**Problem details**
Below are the records; count how many of their lines carry "Left" and give only the number.

Data extracted from a collection:
==*==

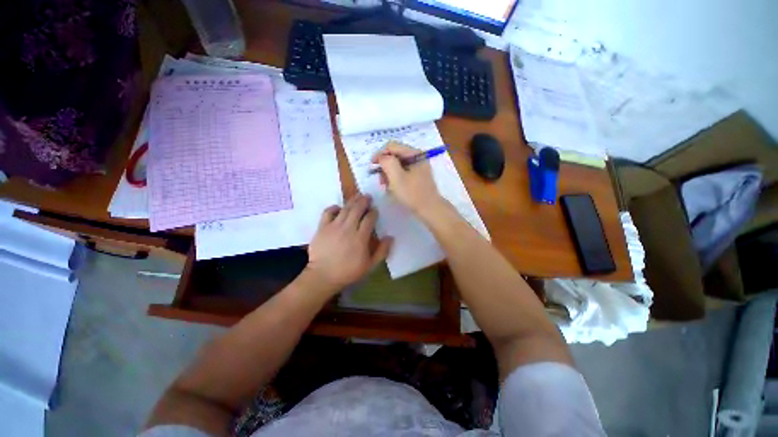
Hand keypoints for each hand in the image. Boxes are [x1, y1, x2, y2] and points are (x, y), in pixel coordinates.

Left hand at [305, 194, 392, 294]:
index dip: (373, 212)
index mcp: (360, 238)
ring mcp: (333, 226)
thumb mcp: (370, 265)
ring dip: (352, 201)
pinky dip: (334, 207)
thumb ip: (382, 251)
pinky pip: (328, 212)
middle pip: (357, 209)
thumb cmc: (348, 271)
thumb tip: (390, 237)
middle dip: (364, 201)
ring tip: (357, 196)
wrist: (323, 276)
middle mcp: (348, 229)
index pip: (369, 219)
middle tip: (368, 196)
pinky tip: (338, 208)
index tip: (375, 210)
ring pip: (345, 208)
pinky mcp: (322, 227)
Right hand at [371, 141, 444, 213]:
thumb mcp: (397, 177)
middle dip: (385, 165)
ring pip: (398, 164)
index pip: (392, 146)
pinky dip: (396, 177)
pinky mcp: (418, 176)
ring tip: (385, 185)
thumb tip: (381, 157)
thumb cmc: (412, 193)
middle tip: (380, 179)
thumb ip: (387, 162)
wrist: (430, 209)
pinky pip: (403, 172)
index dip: (379, 154)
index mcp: (414, 153)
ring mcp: (419, 166)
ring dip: (389, 173)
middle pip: (395, 155)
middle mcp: (417, 156)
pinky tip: (392, 187)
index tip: (372, 166)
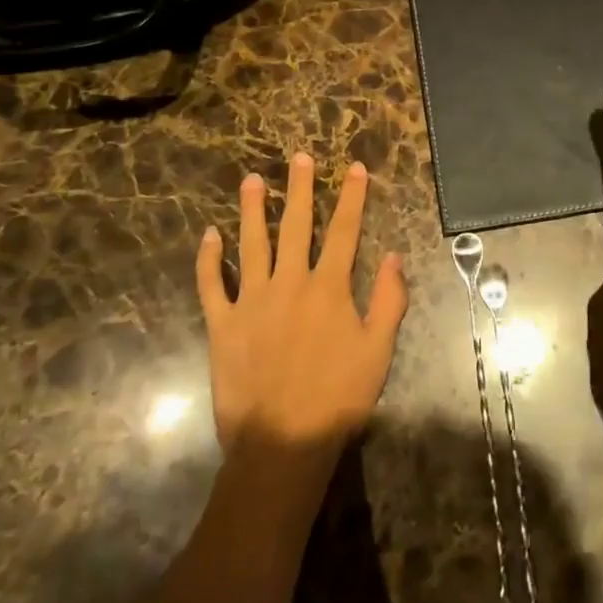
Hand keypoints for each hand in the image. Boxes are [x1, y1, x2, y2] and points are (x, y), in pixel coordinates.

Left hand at [195, 154, 407, 471]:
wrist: (282, 444)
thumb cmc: (338, 398)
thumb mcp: (379, 351)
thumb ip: (389, 300)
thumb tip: (394, 256)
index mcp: (329, 288)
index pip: (344, 231)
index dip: (352, 197)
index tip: (355, 168)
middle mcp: (290, 283)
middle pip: (296, 226)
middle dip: (299, 189)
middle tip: (298, 158)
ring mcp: (252, 302)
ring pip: (251, 245)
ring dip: (251, 210)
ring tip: (251, 180)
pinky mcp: (222, 326)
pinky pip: (212, 285)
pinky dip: (209, 260)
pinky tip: (208, 236)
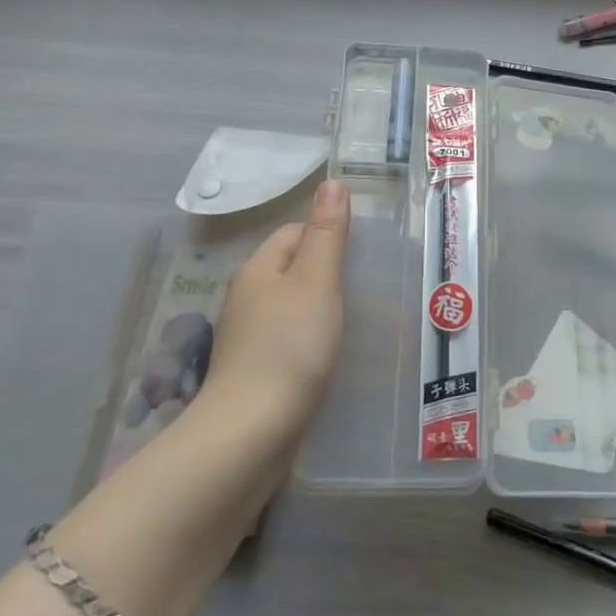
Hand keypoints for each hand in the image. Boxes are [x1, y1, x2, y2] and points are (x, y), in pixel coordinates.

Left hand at [206, 179, 349, 434]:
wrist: (252, 433)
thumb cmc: (290, 347)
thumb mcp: (317, 280)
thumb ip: (327, 233)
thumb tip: (331, 181)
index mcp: (258, 269)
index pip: (294, 232)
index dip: (328, 234)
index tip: (363, 252)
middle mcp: (246, 298)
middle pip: (292, 269)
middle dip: (328, 272)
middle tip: (368, 285)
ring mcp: (247, 338)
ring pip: (291, 307)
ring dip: (321, 309)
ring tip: (357, 320)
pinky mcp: (254, 372)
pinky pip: (288, 340)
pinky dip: (311, 341)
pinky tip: (331, 356)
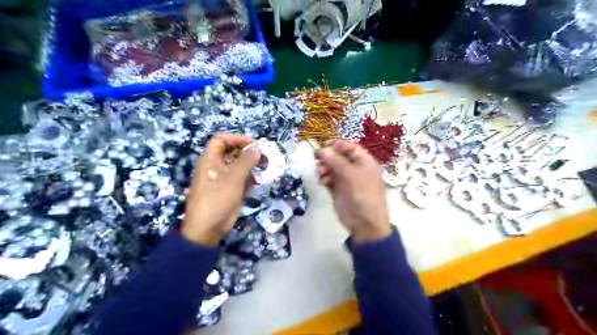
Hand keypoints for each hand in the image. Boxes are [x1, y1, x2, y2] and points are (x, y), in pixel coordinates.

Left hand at [183, 134, 261, 245]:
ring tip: (266, 166)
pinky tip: (261, 179)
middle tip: (263, 155)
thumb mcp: (233, 178)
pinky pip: (241, 178)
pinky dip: (251, 177)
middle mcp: (216, 166)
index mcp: (210, 159)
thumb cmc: (217, 198)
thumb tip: (257, 148)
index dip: (237, 138)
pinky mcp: (230, 189)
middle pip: (232, 152)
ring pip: (239, 165)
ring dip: (252, 165)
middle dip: (248, 152)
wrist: (208, 227)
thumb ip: (246, 161)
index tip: (253, 144)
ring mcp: (223, 178)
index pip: (221, 140)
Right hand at [314, 139, 395, 242]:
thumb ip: (336, 161)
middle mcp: (355, 169)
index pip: (351, 148)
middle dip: (328, 157)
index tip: (325, 144)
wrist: (364, 222)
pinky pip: (329, 179)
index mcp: (364, 162)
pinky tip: (322, 182)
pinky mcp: (338, 189)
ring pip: (332, 168)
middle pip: (339, 157)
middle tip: (316, 158)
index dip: (338, 145)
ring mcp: (346, 180)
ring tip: (320, 173)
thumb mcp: (351, 175)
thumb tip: (321, 149)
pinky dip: (324, 178)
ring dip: (325, 168)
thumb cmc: (362, 194)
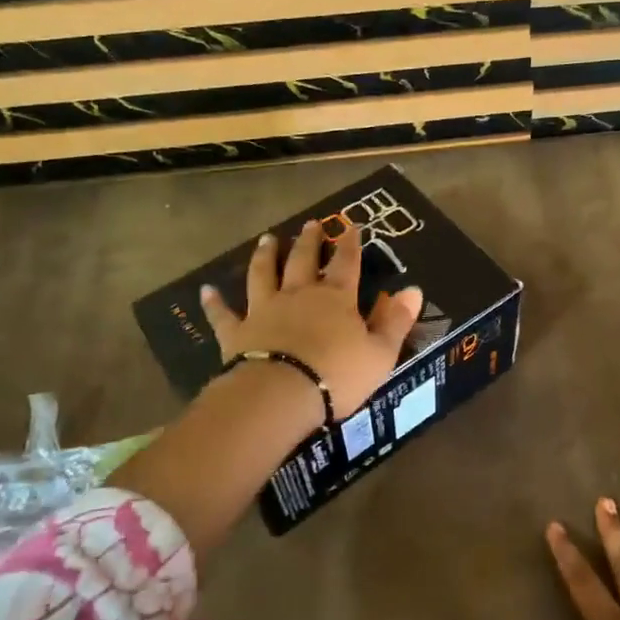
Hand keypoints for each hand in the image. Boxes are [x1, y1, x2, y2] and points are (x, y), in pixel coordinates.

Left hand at [200, 220, 422, 418]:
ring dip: (266, 255)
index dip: (350, 243)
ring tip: (267, 239)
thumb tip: (414, 290)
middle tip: (310, 224)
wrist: (280, 395)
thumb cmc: (337, 375)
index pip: (347, 263)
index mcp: (336, 298)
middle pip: (303, 260)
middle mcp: (299, 295)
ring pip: (263, 274)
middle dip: (309, 241)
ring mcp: (264, 310)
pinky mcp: (237, 333)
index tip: (351, 224)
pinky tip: (205, 290)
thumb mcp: (380, 352)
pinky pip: (223, 314)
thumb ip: (396, 320)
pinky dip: (213, 302)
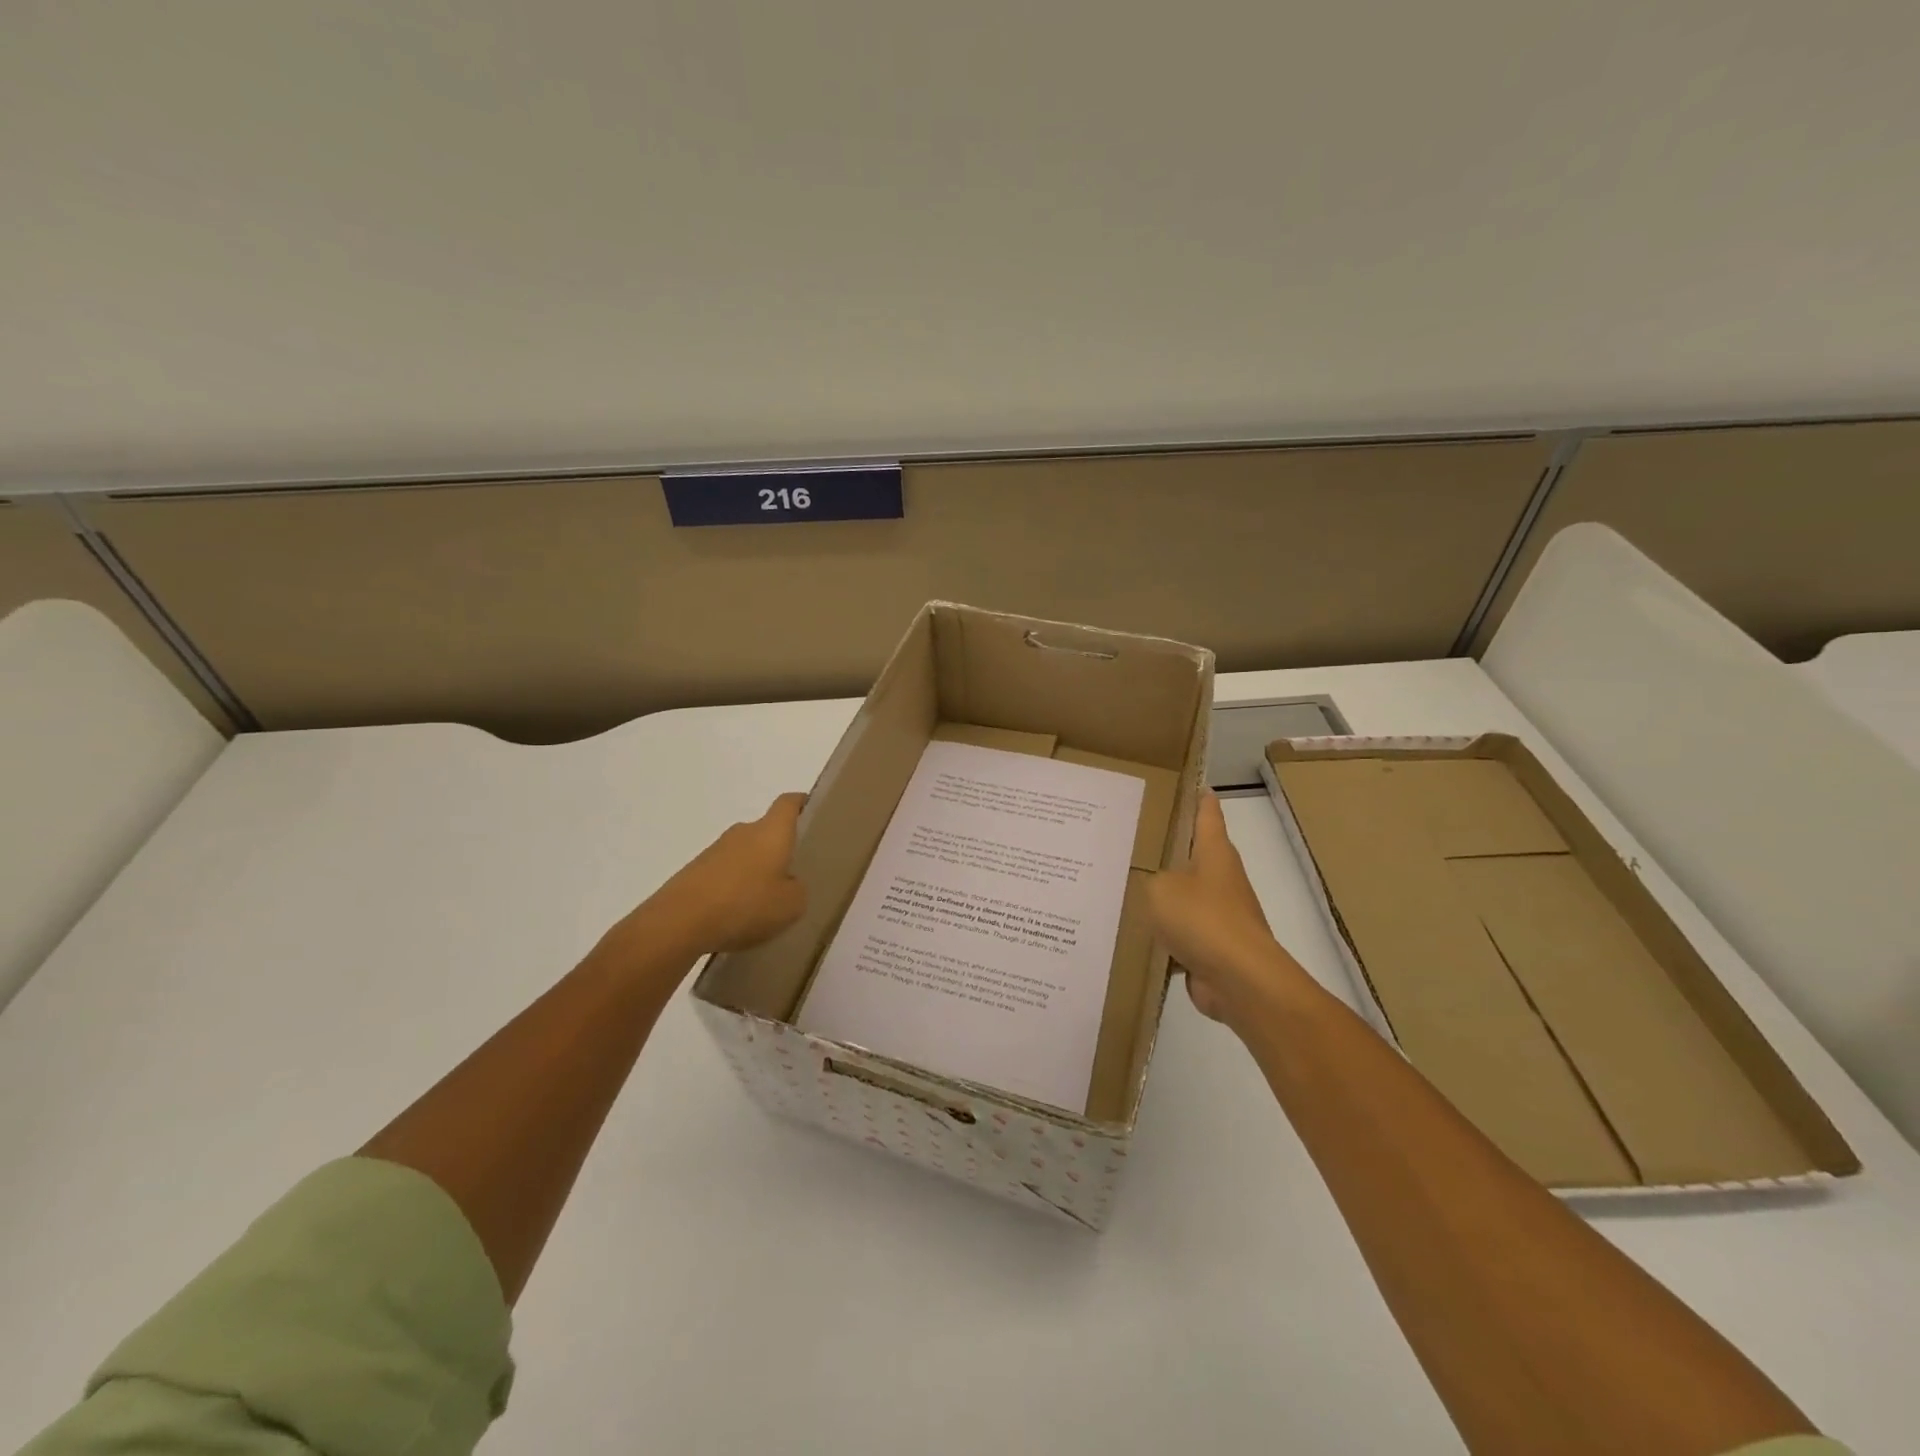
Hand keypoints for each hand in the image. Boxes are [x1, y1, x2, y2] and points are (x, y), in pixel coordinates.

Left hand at [633, 792, 808, 955]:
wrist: (679, 922)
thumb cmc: (744, 905)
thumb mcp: (791, 905)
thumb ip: (798, 890)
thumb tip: (789, 883)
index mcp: (771, 832)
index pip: (789, 803)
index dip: (802, 804)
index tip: (814, 816)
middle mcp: (743, 832)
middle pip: (767, 832)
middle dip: (780, 850)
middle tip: (795, 876)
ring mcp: (715, 851)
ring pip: (746, 854)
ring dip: (756, 872)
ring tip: (765, 904)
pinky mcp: (695, 872)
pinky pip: (725, 874)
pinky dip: (734, 889)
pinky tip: (737, 917)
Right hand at [1146, 791, 1307, 1026]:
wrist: (1240, 980)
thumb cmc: (1202, 919)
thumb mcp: (1160, 887)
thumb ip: (1150, 878)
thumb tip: (1153, 885)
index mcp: (1214, 853)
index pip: (1208, 813)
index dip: (1198, 797)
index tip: (1187, 783)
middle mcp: (1221, 878)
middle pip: (1194, 854)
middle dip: (1168, 847)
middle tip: (1133, 836)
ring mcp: (1221, 914)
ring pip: (1185, 895)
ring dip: (1162, 894)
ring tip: (1125, 886)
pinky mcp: (1213, 946)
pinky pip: (1182, 932)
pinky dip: (1163, 933)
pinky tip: (1134, 933)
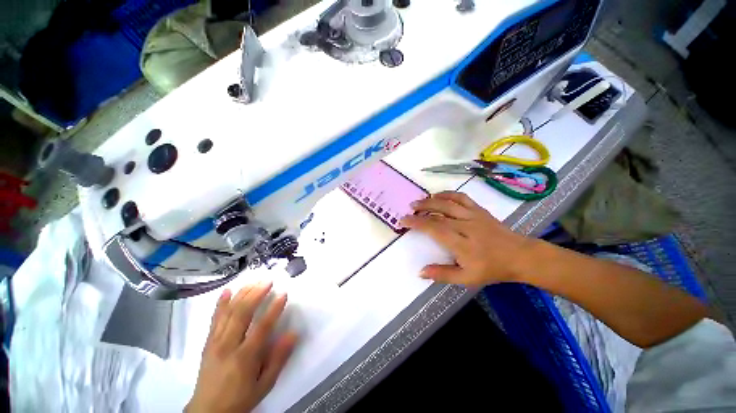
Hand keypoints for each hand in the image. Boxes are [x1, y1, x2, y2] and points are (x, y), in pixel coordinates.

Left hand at [186, 282, 297, 412]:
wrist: (208, 411)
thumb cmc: (241, 397)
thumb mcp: (265, 384)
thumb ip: (279, 359)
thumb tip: (293, 334)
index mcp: (244, 358)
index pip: (261, 328)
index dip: (273, 309)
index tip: (283, 294)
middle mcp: (227, 346)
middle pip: (242, 314)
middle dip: (256, 294)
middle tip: (268, 280)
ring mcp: (215, 342)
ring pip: (229, 312)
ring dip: (242, 294)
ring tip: (254, 280)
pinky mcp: (208, 342)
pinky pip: (215, 319)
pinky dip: (221, 303)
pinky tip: (227, 290)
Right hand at [400, 191, 532, 285]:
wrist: (520, 256)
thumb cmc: (492, 269)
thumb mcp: (467, 279)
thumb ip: (442, 274)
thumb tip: (420, 271)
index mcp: (462, 244)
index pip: (434, 229)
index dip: (417, 223)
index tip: (404, 221)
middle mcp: (466, 226)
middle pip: (438, 214)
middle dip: (420, 211)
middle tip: (408, 210)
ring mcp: (473, 215)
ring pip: (447, 203)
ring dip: (430, 201)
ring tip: (418, 202)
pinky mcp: (479, 210)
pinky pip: (461, 197)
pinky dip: (448, 194)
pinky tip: (438, 195)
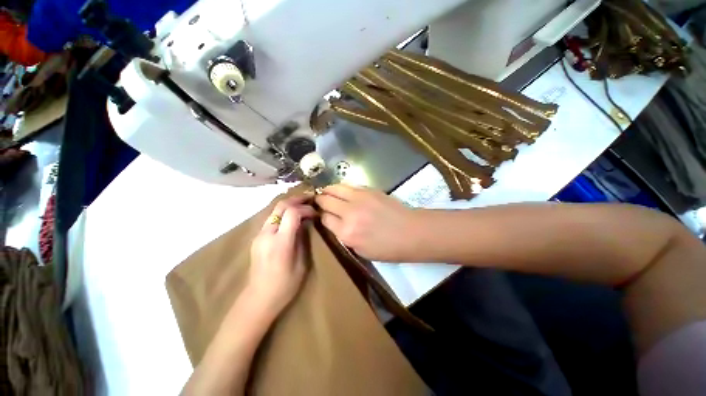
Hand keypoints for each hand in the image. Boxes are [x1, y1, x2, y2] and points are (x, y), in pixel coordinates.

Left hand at [247, 195, 315, 316]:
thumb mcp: (302, 262)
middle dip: (297, 199)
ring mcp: (259, 235)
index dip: (306, 208)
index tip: (315, 212)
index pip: (292, 213)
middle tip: (310, 198)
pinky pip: (272, 218)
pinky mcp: (257, 237)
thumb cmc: (285, 285)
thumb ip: (303, 239)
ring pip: (275, 210)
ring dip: (290, 204)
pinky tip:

==*==

**Solution**
8